Stephen Jennings, the New Zealander who co-founded Renaissance Capital in 1995, will return as chief executive of the investment bank to guide its expansion into Asia and sub-Saharan Africa, the bank said Friday.
Jennings, 49, replaces Alexander Pertsovsky, who becomes president and first deputy CEO, while Ruben Aganbegyan will move from president to deputy CEO, Renaissance Group said in an e-mailed statement. Jennings, who stepped down as CEO of RenCap in mid-2007, will remain CEO of the group, which includes asset management, merchant banking and consumer finance units.
Renaissance also hired four senior managers, including Nick Andrews from JPMorgan Chase as global head of equities. Andrews had run JPMorgan’s Asia-Pacific and emerging markets equities team from Hong Kong since 2005. Ashar Qureshi, a partner at Cleary Gottlieb Steen & Hamilton, was named executive vice chairman of Renaissance Group.
“Future growth in investment banking will come from the emerging markets and in particular from the integration of the major emerging markets and gradual disintermediation of the West,” Jennings said in the statement.
The hires come 16 months after a record rout in Russian stocks forced Renaissance Capital to cut jobs and sell half the brokerage to billionaire Mikhail Prokhorov for $500 million.

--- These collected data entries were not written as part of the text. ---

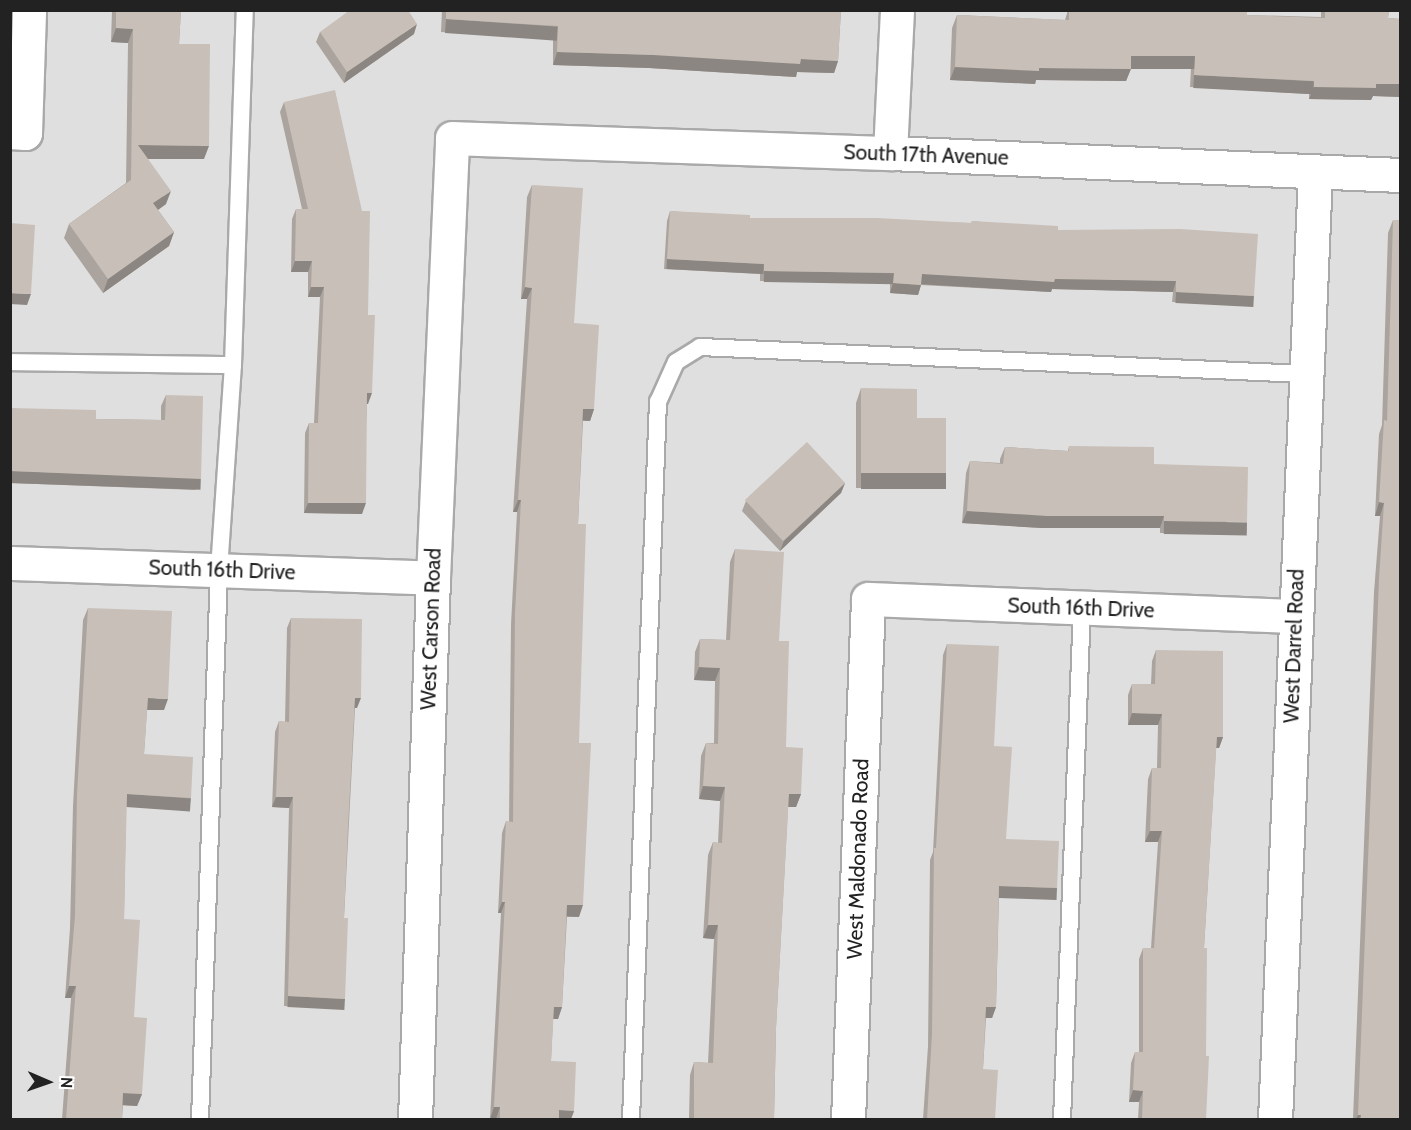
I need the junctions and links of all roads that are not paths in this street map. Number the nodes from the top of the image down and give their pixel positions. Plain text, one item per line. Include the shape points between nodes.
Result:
1 (29, 10) edge
2 (245, 10) edge
3 (897, 10) edge
4 (18, 132) edge
5 (452, 138) joint
6 (890, 153) junction
7 (1315, 173) junction
8 (1401, 175) edge
9 (10, 362) edge
10 (233, 365) junction
11 (1305, 374) junction
12 (10, 563) edge
13 (219, 570) junction
14 (433, 578) junction
15 (868, 599) joint
16 (1082, 608) junction
17 (1295, 616) junction
18 (200, 1119) edge
19 (415, 1119) edge
20 (631, 1119) edge
21 (848, 1119) edge
22 (1062, 1119) edge
23 (1275, 1119) edge

1 - 4 street
2 - 10 lane
3 - 6 street
5 - 6 street, South 17th Avenue
5 - 14 street, West Carson Road
6 - 7 street, South 17th Avenue
7 - 8 street, South 17th Avenue
7 - 11 street, West Darrel Road
9 - 10 lane
10 - 13 lane
11 - 17 street, West Darrel Road
11 - 20 lane via 700,347 676,362 658,402
12 - 13 street, South 16th Drive
13 - 14 street, South 16th Drive
13 - 18 lane
14 - 19 street, West Carson Road
15 - 16 street, South 16th Drive
15 - 21 street, West Maldonado Road
16 - 17 street, South 16th Drive
16 - 22 lane
17 - 23 street, West Darrel Road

Jennings reached an accord two months ago with the former Indian partner of Goldman Sachs Group, Kotak Mahindra Bank, to advise clients on takeovers in emerging markets. That was followed by the purchase in January of a 9.9 percent stake in corporate finance boutique Strand Hanson Ltd. to help companies raise money on London’s AIM market.
Earlier this month, RenCap agreed to buy Leadbank from Bank of Cyprus to boost its currency trading operations and named Yury Gruzglin global head of fixed income, currencies and commodities.